Nevada's economy continues to recover, with the unemployment rate down to 9%.

During the height of the recession, 150,000 Nevadans were collecting emergency unemployment compensation. Last month, that number was down to about 50,000. "For every three workers, there's one job," Jeffrey Frischmann, UI Operations Chief of DETR said. "So, it's still tight out there. We don't have enough jobs for the number of people that are actually looking for work."

Margaret Creekmore has been looking for work for almost a year, applying for about 20 jobs a week.

She's was collecting about $360 a week until her unemployment benefits expired. "I don't know how I'm going to pay my rent, where I'm going to find the money to buy gas to look for work," Creekmore said. "It's pretty scary out there."
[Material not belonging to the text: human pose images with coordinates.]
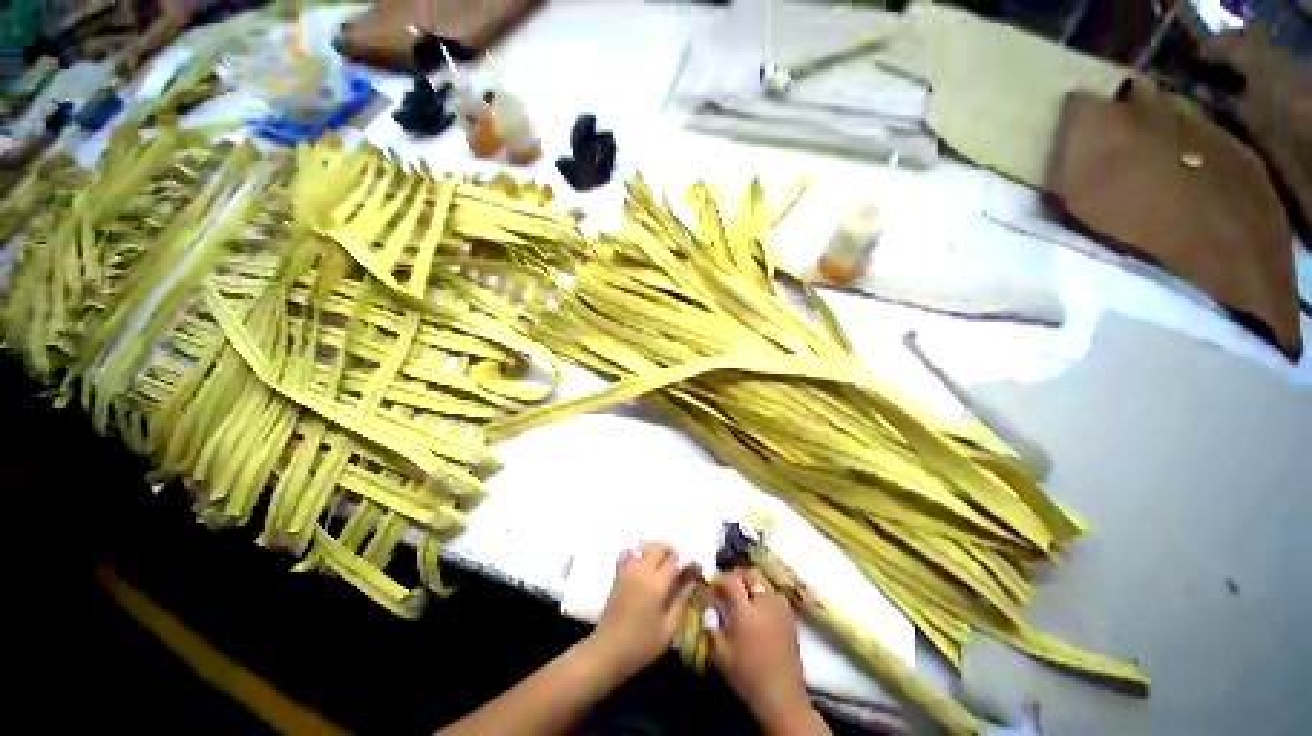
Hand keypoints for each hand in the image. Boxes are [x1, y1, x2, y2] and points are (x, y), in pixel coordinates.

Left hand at [586, 542, 698, 681]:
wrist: (608, 651)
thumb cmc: (641, 645)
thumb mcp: (668, 630)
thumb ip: (681, 603)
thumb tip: (691, 585)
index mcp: (656, 583)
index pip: (675, 562)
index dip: (687, 563)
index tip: (695, 570)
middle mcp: (642, 570)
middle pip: (659, 548)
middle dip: (672, 553)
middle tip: (678, 568)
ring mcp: (628, 570)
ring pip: (645, 548)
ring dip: (657, 552)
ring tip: (663, 567)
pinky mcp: (618, 575)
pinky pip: (630, 554)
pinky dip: (639, 555)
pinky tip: (644, 568)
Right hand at [709, 569, 818, 731]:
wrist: (781, 697)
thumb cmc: (747, 676)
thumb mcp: (720, 655)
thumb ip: (711, 627)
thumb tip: (707, 608)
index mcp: (745, 611)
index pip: (731, 580)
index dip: (720, 579)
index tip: (712, 586)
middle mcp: (764, 603)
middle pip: (751, 574)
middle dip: (737, 575)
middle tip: (727, 585)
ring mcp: (780, 609)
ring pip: (765, 581)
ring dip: (752, 582)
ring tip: (744, 594)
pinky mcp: (790, 618)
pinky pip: (776, 594)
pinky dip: (766, 593)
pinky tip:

Paul Chapman has been unemployed for more than a year, picking up temp jobs here and there. He says an extension is important, but should not be abused. "If it's really necessary, yes," Chapman said. "But for those who haven't really bothered looking for work, then no. It's sort of a balance. Where do you draw the line?"

Some argue that if Congress does not extend the benefits, it will hurt the economy. "For every dollar that's paid out in unemployment, it's estimated that it puts another $1.50 back into the local economies," Frischmann said.
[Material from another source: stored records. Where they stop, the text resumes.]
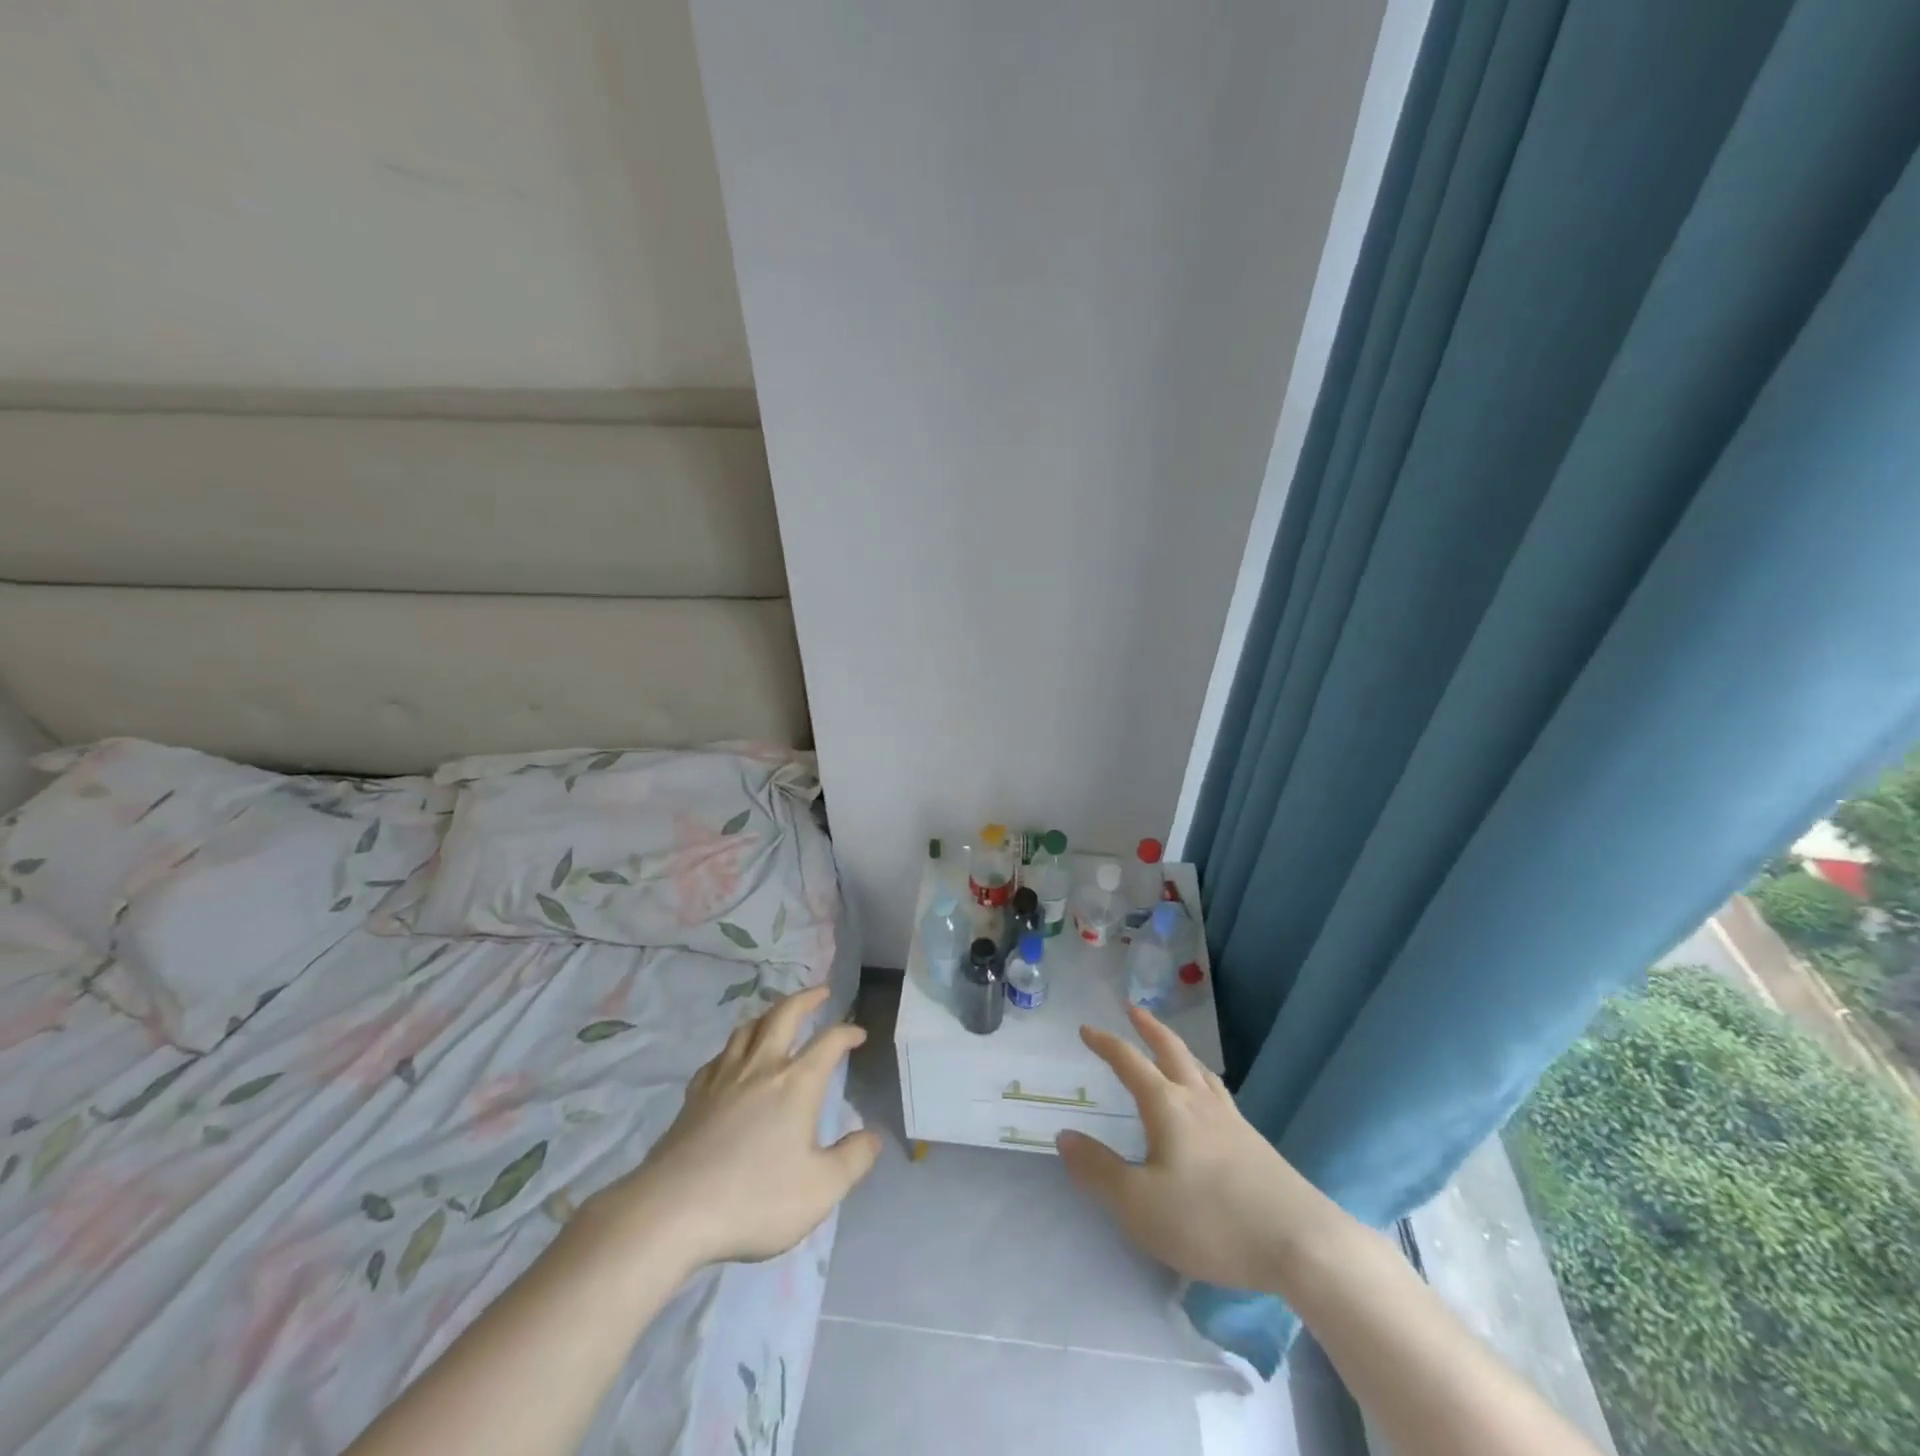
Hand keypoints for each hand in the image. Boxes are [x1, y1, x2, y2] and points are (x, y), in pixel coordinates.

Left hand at [579, 985, 879, 1275]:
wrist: (672, 1211)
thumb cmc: (754, 1199)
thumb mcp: (820, 1190)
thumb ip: (853, 1160)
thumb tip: (873, 1136)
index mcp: (797, 1083)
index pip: (829, 1042)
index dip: (847, 1032)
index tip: (858, 1034)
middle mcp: (762, 1068)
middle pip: (785, 1015)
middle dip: (806, 999)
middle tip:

While many of the unemployed say an extension would be a helpful short-term solution.

They say the long term solution is full-time work. "We need to find jobs for Nevada," Creekmore said. "We need jobs. We need places where people can go. Unfortunately, a lot of us got laid off or separated from our jobs. We need jobs."

Anyone who had their benefits suspended is encouraged to keep filing for their benefits every week. Then if Congress makes an extension, money will be sent out faster.

There's also a chance that pay could be retroactive to January 1.